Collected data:
· · · · · · ·
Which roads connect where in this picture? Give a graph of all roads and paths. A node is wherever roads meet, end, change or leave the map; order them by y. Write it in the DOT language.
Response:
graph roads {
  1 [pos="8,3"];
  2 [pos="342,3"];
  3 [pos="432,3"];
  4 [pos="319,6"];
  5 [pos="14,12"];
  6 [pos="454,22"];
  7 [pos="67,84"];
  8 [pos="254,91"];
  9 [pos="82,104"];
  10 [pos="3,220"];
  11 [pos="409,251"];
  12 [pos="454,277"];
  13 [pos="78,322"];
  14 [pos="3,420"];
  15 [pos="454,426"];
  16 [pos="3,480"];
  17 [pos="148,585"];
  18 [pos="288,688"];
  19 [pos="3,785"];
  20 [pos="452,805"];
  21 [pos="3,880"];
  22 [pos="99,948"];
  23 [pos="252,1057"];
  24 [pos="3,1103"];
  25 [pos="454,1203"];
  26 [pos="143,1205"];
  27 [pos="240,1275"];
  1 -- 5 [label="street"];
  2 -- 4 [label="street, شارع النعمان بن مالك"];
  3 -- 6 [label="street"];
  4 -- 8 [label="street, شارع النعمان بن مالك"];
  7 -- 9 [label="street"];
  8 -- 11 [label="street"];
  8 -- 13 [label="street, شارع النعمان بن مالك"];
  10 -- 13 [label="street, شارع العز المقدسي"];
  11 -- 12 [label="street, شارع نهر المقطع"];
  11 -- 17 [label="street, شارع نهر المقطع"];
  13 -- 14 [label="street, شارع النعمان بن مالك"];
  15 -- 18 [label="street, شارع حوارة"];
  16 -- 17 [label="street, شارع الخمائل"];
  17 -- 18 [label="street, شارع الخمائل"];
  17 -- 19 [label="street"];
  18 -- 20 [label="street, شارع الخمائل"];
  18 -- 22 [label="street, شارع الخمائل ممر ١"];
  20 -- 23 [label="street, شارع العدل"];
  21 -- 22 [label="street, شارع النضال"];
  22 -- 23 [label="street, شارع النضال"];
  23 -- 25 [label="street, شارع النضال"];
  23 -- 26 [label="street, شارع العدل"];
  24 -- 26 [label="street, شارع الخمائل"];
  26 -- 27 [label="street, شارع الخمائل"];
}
· · · · · · ·
• [Task item] In the lines above, locate the string "graph". Copy every line where it occurs.

• [Written reply]
Which roads connect where in this picture? Give a graph of all roads and paths. A node is wherever roads meet, end, change or leave the map; order them by y. Write it in the DOT language.
graph roads {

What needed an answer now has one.